(Input for this task)

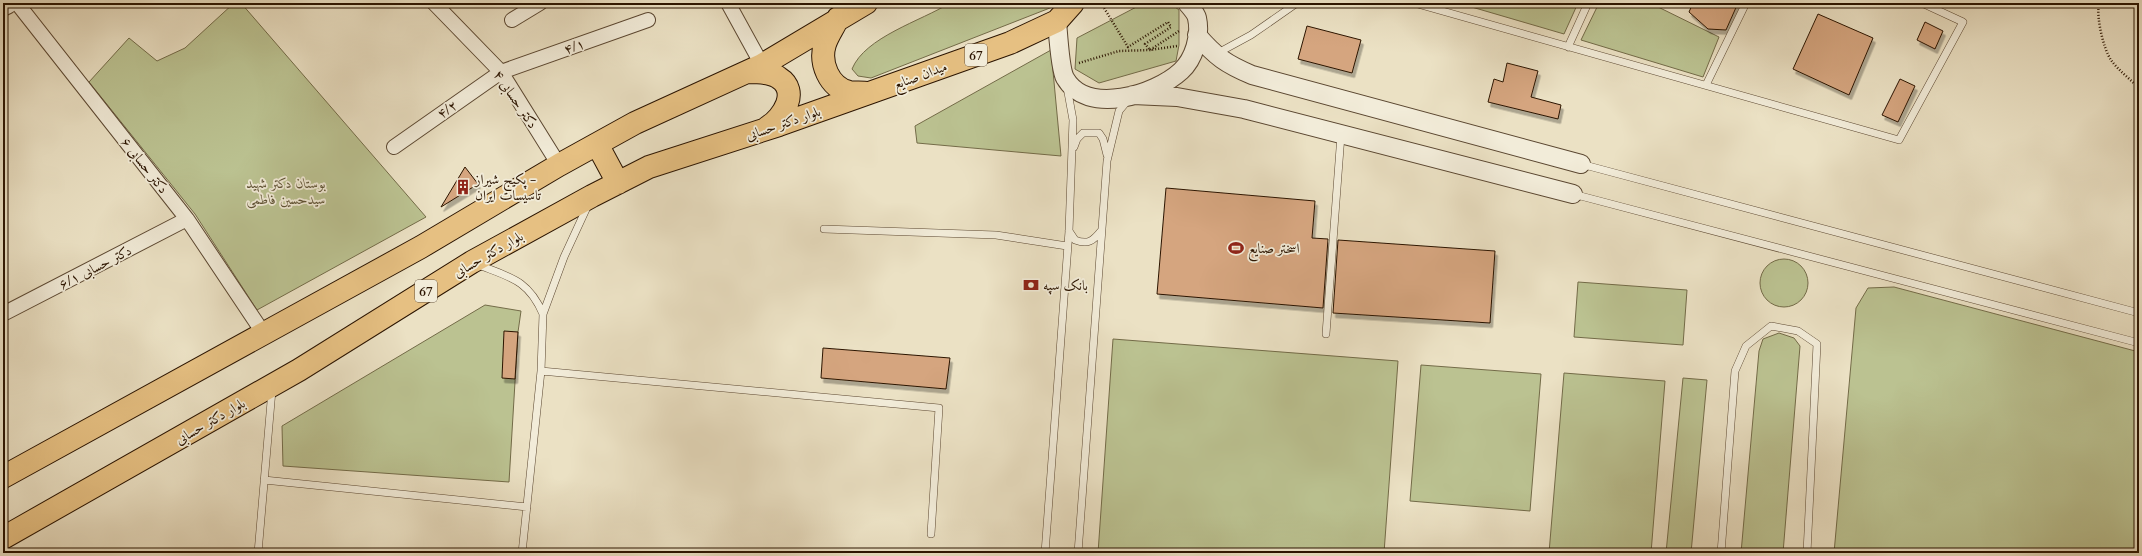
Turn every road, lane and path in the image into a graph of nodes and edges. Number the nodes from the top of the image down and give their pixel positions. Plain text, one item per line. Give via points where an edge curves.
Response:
1 (434, 3) edge
2 (540, 3) edge
3 (728, 3) edge
4 (866, 3) edge
5 (1073, 3) edge
6 (1101, 3) edge
7 (1187, 3) edge
8 (1298, 3) edge
9 (1414, 3) edge
10 (1588, 3) edge
11 (1746, 3) edge
12 (1922, 3) edge
13 (2099, 3) edge
14 (10, 6) edge
15 (838, 18) junction
16 (512, 20) dead end
17 (648, 20) dead end
18 (1057, 21) junction
19 (1179, 31) dead end
20 (1197, 35) junction
21 (1180, 45) dead end
22 (1568, 47) junction
23 (1150, 50) junction
24 (1214, 55) junction
25 (755, 68) junction
26 (501, 72) junction
27 (1064, 73) junction
28 (1706, 86) junction
29 (2139, 88) edge
30 (871, 93) junction
31 (1133, 95) junction
32 (762, 131) junction
33 (1341, 134) junction
34 (597, 144) junction
35 (394, 147) dead end
36 (1072, 157) junction
37 (1108, 157) junction
38 (1581, 164) joint
39 (559, 165) junction
40 (618, 183) junction
41 (1573, 194) joint
42 (592, 196) junction
43 (187, 219) junction
44 (824, 229) dead end
45 (1069, 231) junction
46 (1102, 231) junction
47 (1067, 246) junction
48 (472, 262) junction
49 (2139, 313) edge
50 (3, 314) edge
51 (543, 314) junction
52 (264, 334) junction
53 (1326, 334) dead end
54 (2139, 343) edge
55 (541, 370) junction
56 (273, 385) junction
57 (3, 477) edge
58 (264, 480) junction
59 (527, 507) junction
60 (931, 534) dead end
61 (3, 538) edge
62 (1808, 552) edge
63 (258, 553) edge
64 (522, 553) edge
65 (1045, 553) edge
66 (1078, 553) edge
67 (1721, 553) edge

1 - 26 street, دکتر حسابی ۴
2 - 16 street
3 - 25 street
4 - 15 main road
5 - 18 main road, میدان صنایع / 67
6 - 23 path via 1128,47 1168,22 1171,27 1145,44
7 - 20 street via 1197,17
8 - 24 lane via 1251,35
9 - 22 lane
10 - 22 lane
11 - 28 lane
12 - 28 lane via 1963,22 1899,140
13 - 29 path via 2097,10 2102,37 2110,59
14 - 43 street, ۶ دکتر حسابی
15 - 25 main road
15 - 30 main road via 825,45 825,68 841,89
17 - 26 street, ۴/۱
18 - 27 street
18 - 30 main road, میدان صنایع / 67 via 1010,42
19 - 23 path
20 - 24 street
20 - 31 street via 1197,45 1182,70 1157,87
21 - 23 path
22 - 28 lane
23 - 27 path via 1119,51
24 - 38 street via 1232,67 1280,84
25 - 32 main road via 784,81 788,89 789,100 785,112
25 - 34 main road via 635,123
26 - 35 street, ۴/۲
26 - 39 street, دکتر حسابی ۴
27 - 31 street via 1078,93 1102,100
27 - 36 lane via 1073,120
30 - 32 main road, بلوار دکتر حسابی / 67
31 - 33 street via 1177,97 1244,109
31 - 37 lane via 1119,111
32 - 40 main road, بلوار دکتر حسابی / 67 via 650,167
33 - 41 street
33 - 53 lane
34 - 39 main road
34 - 40 main road
36 - 37 lane via 1077,139 1082,133 1091,131 1098,132 1104,139
36 - 45 lane
37 - 46 lane
38 - 49 lane
39 - 52 main road via 421,247
40 - 42 main road, بلوار دکتر حسابی / 67
41 - 54 lane
42 - 48 main road, بلوار دکتر حسابی / 67
42 - 51 lane via 564,257
43 - 50 street, ۶/۱ دکتر حسابی
43 - 52 street, ۶ دکتر حسابی
44 - 47 lane via 996,235
45 - 46 lane via 1075,240 1088,243
45 - 47 lane
46 - 66 lane
47 - 65 lane
48 - 51 lane via 524,285 536,299
48 - 56 main road, بلوار دکتر حسابی / 67
51 - 55 lane
52 - 57 main road
55 - 59 lane
55 - 60 lane via 939,408
56 - 58 lane
56 - 61 main road, بلوار دکتر حسابی / 67
58 - 59 lane
58 - 63 lane
59 - 64 lane
62 - 67 lane via 1817,344 1798,331 1771,326 1746,346 1735,371

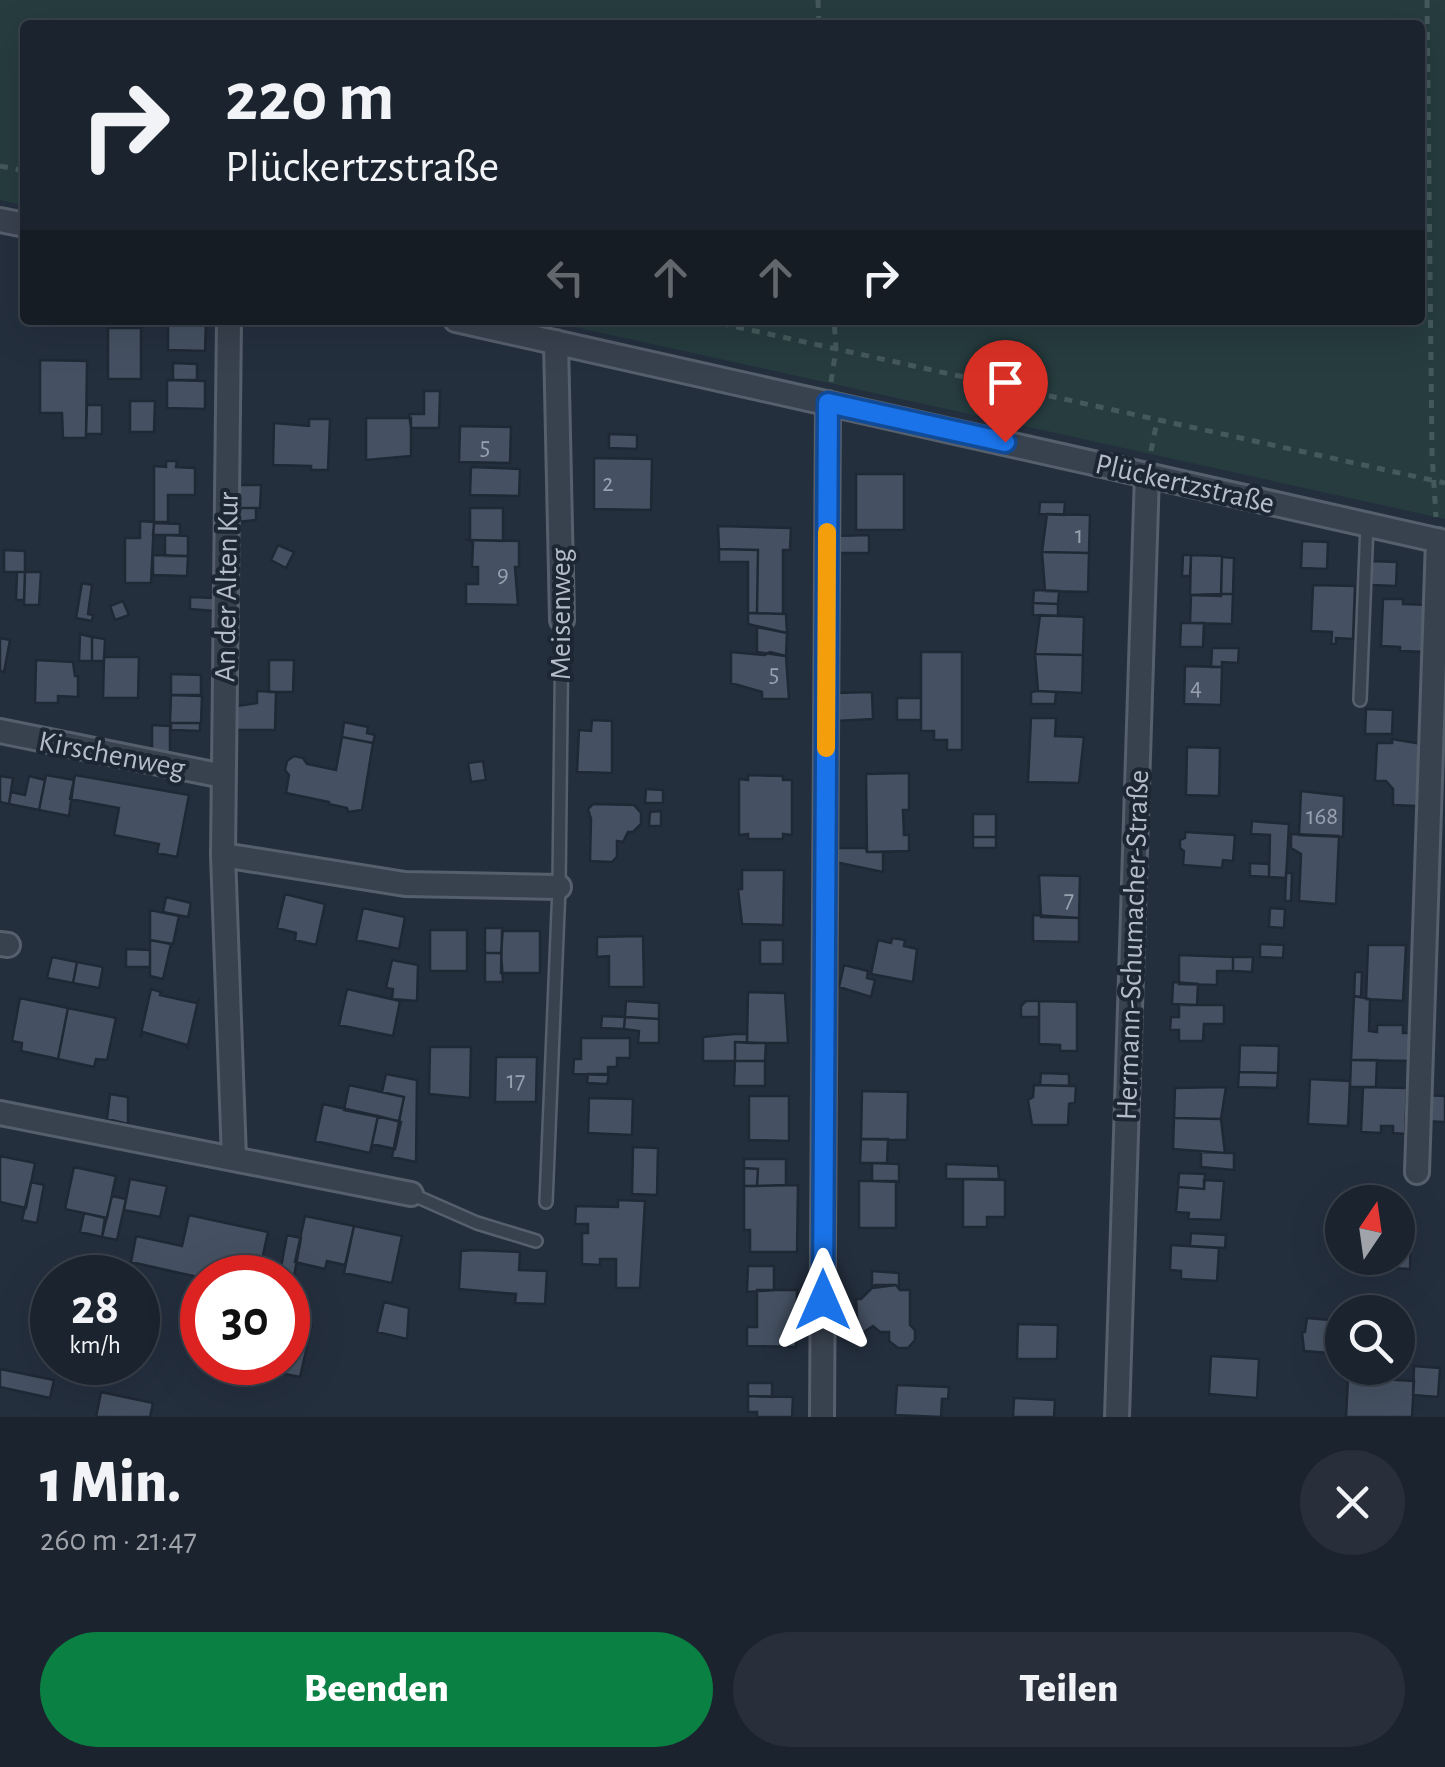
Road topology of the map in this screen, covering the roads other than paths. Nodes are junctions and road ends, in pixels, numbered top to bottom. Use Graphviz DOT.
graph roads {
  1 [pos="229,325"];
  2 [pos="479,325"];
  3 [pos="556,342"];
  4 [pos="828,403"];
  5 [pos="1147,474"];
  6 [pos="1366,524"];
  7 [pos="1442,541"];
  8 [pos="562,620"];
  9 [pos="1360,700"];
  10 [pos="0,732"];
  11 [pos="223,776"];
  12 [pos="223,855"];
  13 [pos="559,887"];
  14 [pos="0,1114"];
  15 [pos="234,1158"];
  16 [pos="1416,1172"];
  17 [pos="411,1194"];
  18 [pos="546,1202"];
  19 [pos="536,1240"];
  20 [pos="822,1417"];
  21 [pos="1117,1417"];
  1 -- 11 [label="street, An der Alten Kur"];
  2 -- 3 [label="street, Plückertzstraße"];
  3 -- 4 [label="street, Plückertzstraße"];
  3 -- 8 [label="street, Meisenweg"];
  4 -- 5 [label="street, Plückertzstraße"];
  4 -- 20 [label="street"];
  5 -- 6 [label="street, Plückertzstraße"];
  5 -- 21 [label="street, Hermann-Schumacher-Straße"];
  6 -- 7 [label="street, Plückertzstraße"];
  6 -- 9 [label="lane"];
  7 -- 16 [label="street"];
  8 -- 13 [label="lane, Meisenweg"];
  10 -- 11 [label="street, Kirschenweg"];
  11 -- 12 [label="street, An der Alten Kur"];
  12 -- 13 [label="street"];
  12 -- 15 [label="street, An der Alten Kur"];
  13 -- 18 [label="lane, Meisenweg"];
  14 -- 15 [label="street"];
  15 -- 17 [label="street"];
  17 -- 19 [label="lane"];
}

(End Input for this task)

§ Work item
All lines in the records that contain "roads" are to be copied and returned.

§ Solved problem
Road topology of the map in this screen, covering the roads other than paths. Nodes are junctions and road ends, in pixels, numbered top to bottom. Use Graphviz DOT.
graph roads {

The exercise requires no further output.